Gloster v. Pennsylvania Railroad Company, 214 F. Supp. 207 (W.D. Pa. 1963)

US District Court for the Western District of Pennsylvania - 214 F. Supp. 207 (W.D. Pa. 1963)
January 10, 1963

214 F. Supp. 207 (1963)

Norma Robinson GLOSTER, Administratrix of the Estate of Samuel W. Robinson, Deceased, Plaintiff,
v.
PENNSYLVANIA RAILROAD COMPANY, a corporation, and David W. Bishop, Defendants.

Civ. A. No. 61-640.

United States District Court W. D. Pennsylvania.

January 10, 1963.

Daniel M. Berger, Pittsburgh, Pa., for plaintiff.

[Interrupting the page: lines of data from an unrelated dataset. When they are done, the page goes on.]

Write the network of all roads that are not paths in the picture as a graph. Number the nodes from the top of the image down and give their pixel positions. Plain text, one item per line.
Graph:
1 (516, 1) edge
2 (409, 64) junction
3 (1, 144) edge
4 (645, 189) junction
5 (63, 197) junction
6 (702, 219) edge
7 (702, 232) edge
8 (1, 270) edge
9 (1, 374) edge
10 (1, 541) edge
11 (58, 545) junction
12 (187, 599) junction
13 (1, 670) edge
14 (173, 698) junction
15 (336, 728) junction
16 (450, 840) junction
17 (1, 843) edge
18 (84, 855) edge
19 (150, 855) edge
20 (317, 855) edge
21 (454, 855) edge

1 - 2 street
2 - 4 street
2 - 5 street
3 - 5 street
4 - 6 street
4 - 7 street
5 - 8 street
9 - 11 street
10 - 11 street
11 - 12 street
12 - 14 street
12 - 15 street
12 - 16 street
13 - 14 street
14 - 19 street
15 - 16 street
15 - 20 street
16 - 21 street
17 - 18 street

Chauncey E. Pruger, Reed, Smith, Shaw & McClay, Pittsburgh, Pa., for defendants.

ROSENBERG, District Judge.

This is an action under the Pennsylvania Wrongful Death and Survival Acts. A motion now seeks to amend the original complaint by adding new averments of fact and a new party defendant. This will be allowed in part and disallowed in part.

The original complaint was filed in this Court on October 24, 1961. It avers that the deceased was employed by the Pullman Company, and while employed as a sleeping car porter in one of its trains, a fire broke out on October 3, 1961. The deceased engaged in the operation of extinguishing the fire and while doing so, suffered burns and smoke inhalation. The defendant railroad company took the deceased to Altoona, Pennsylvania, where he was treated by Dr. Bishop one of its physicians.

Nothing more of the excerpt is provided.